Dina noticed the lingering glance. “How is the shopping today? Is there anything that piques your interest?”

The corner of her mouth turned up, “One or two things; how is your day?”

Dina’s tone carried a hint of mirth and conspiracy. “It goes well, even if things are a bit boring at the moment.”

“Boring?”

“Yes, sadly,” she opined, her green eyes sparkling in a way that Hanah always found almost hypnotic. “With only the servants at home until late, I’m left to my own devices all day and into the night.”

Hanah’s mind wandered to really the only way she was really interested in wiling away the afternoon. “Such a shame, that your day has been so boring, that is. So you’ve come here to shop about and see if you can find something that appeals?”

“As I often do,” Dina said, walking down the path, letting her fingers graze along a green and white tapestry, glancing at Hanah and trying with only some success to suppress a smile. “But you know me, I’m very particular about what what moves me. It has to be beautiful...stunning, really. Just looking upon it has to make my heart skip a beat. It has to be so unique and so one-of-a-kind that I simply must make it mine.”

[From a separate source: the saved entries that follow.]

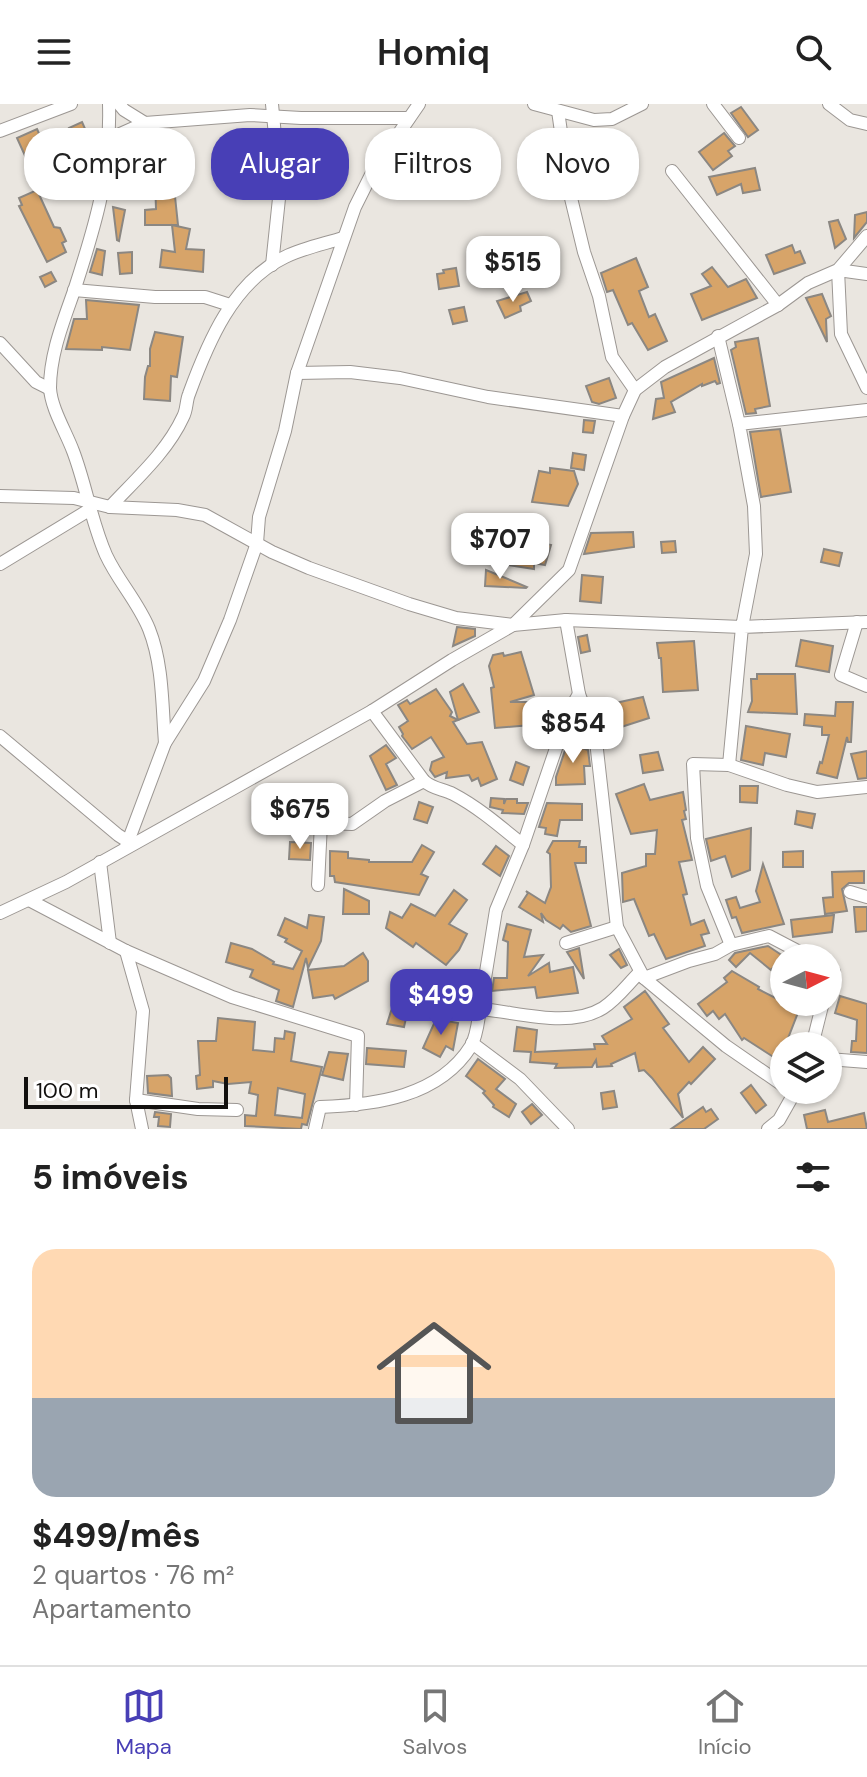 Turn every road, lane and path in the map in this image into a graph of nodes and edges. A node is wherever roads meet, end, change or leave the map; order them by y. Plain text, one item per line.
1 (71, 104) edge
2 (109, 104) edge
3 (119, 104) edge
4 (419, 104) edge
5 (534, 104) edge
6 (642, 104) edge
7 (713, 104) edge
8 (829, 104) edge
9 (841, 109) edge
10 (272, 110) edge
11 (558, 111) junction
12 (409, 118) junction
13 (145, 123) junction
14 (867, 124) edge
15 (109, 128) edge
16 (134, 128) edge
17 (0, 131) edge
18 (739, 138) dead end
19 (672, 171) dead end
20 (102, 200) edge
21 (867, 236) edge
22 (343, 238) junction
23 (272, 265) junction
24 (838, 270) junction
25 (867, 274) edge
26 (74, 290) junction
27 (230, 305) junction
28 (778, 305) junction
29 (718, 336) junction
30 (0, 343) edge
31 (297, 373) junction
32 (867, 388) edge
33 (50, 389) junction
34 (635, 390) junction
35 (867, 410) edge
36 (623, 416) junction
37 (739, 424) junction
38 (0, 496) edge
39 (88, 505) junction
40 (110, 507) junction
41 (257, 543) junction
42 (0, 564) edge
43 (566, 620) junction
44 (862, 622) edge
45 (513, 625) junction
46 (742, 627) junction
47 (867, 686) edge
48 (579, 694) junction
49 (372, 711) junction
50 (0, 736) edge
51 (165, 743) junction
52 (729, 765) junction
53 (424, 781) junction
54 (867, 787) edge
55 (301, 822) dead end
56 (321, 823) junction
57 (127, 844) junction
58 (523, 845) junction
59 (100, 862) junction
60 (318, 885) dead end
61 (850, 892) dead end
62 (867, 897) edge
63 (29, 900) junction
64 (0, 913) edge
65 (617, 927) junction
66 (110, 943) junction
67 (566, 943) dead end
68 (784, 944) edge
69 (731, 945) junction
70 (126, 951) junction
71 (642, 976) junction
72 (480, 1009) junction
73 (472, 1043) junction
74 (842, 1060) edge
75 (867, 1062) edge
76 (770, 1076) edge
77 (136, 1100) junction
78 (785, 1104) edge
79 (356, 1105) junction
80 (237, 1110) dead end
81 (142, 1129) edge
82 (315, 1129) edge
83 (568, 1129) edge
84 (768, 1129) edge

1 - 17 street
2 - 15 street
3 - 13 street
4 - 12 street
5 - 11 street
6 - 11 street
7 - 18 street
8 - 9 street
9 - 14 street
10 - 12 street
10 - 13 street
10 - 23 street
11 - 34 street
12 - 22 street
13 - 16 street
19 - 28 street
20 - 26 street
21 - 24 street
22 - 23 street
22 - 31 street
23 - 27 street
24 - 25 street
24 - 28 street
24 - 32 street
26 - 27 street
26 - 33 street
27 - 40 street
28 - 29 street
29 - 34 street
29 - 37 street
30 - 33 street
31 - 36 street
31 - 41 street
33 - 39 street
34 - 36 street
35 - 37 street
36 - 45 street
37 - 46 street
38 - 39 street
39 - 40 street
39 - 42 street
39 - 51 street
40 - 41 street
41 - 45 street
41 - 51 street
43 - 45 street
43 - 46 street
43 - 48 street
44 - 46 street
44 - 47 street
45 - 49 street
46 - 52 street
48 - 58 street
48 - 65 street
49 - 53 street
49 - 57 street
50 - 57 street
51 - 57 street
52 - 54 street
52 - 69 street
53 - 56 street
53 - 58 street
55 - 56 street
56 - 60 street
57 - 59 street
58 - 72 street
59 - 63 street
59 - 66 street
61 - 62 street
63 - 64 street
63 - 66 street
65 - 67 street
65 - 71 street
66 - 70 street
68 - 69 street
69 - 71 street
70 - 77 street
70 - 79 street
71 - 72 street
71 - 76 street
72 - 73 street
73 - 79 street
73 - 83 street
74 - 75 street
77 - 80 street
77 - 81 street
78 - 84 street
79 - 82 street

“You do seem very passionate about what you want,” Hanah said coyly.

“How could I not be? So many people have things in their lives and no appreciation for them. Because I am so fickle I value those things in my life and look forward to the moment every day when I can look upon them again, be in their presence and have that moment again where my heart stops to look upon them.”

Hanah drew closer to her as they passed a kiosk of various ceramic works. Some of them seemed so fine she feared even touching them. Her hand rested on Dina’s for a long moment before picking up a small curio with a cartoonishly depicted bird that looked so adorable that she resolved to come back for it if it was still there. “You have a unique perspective, my lady. I should like to hear more.”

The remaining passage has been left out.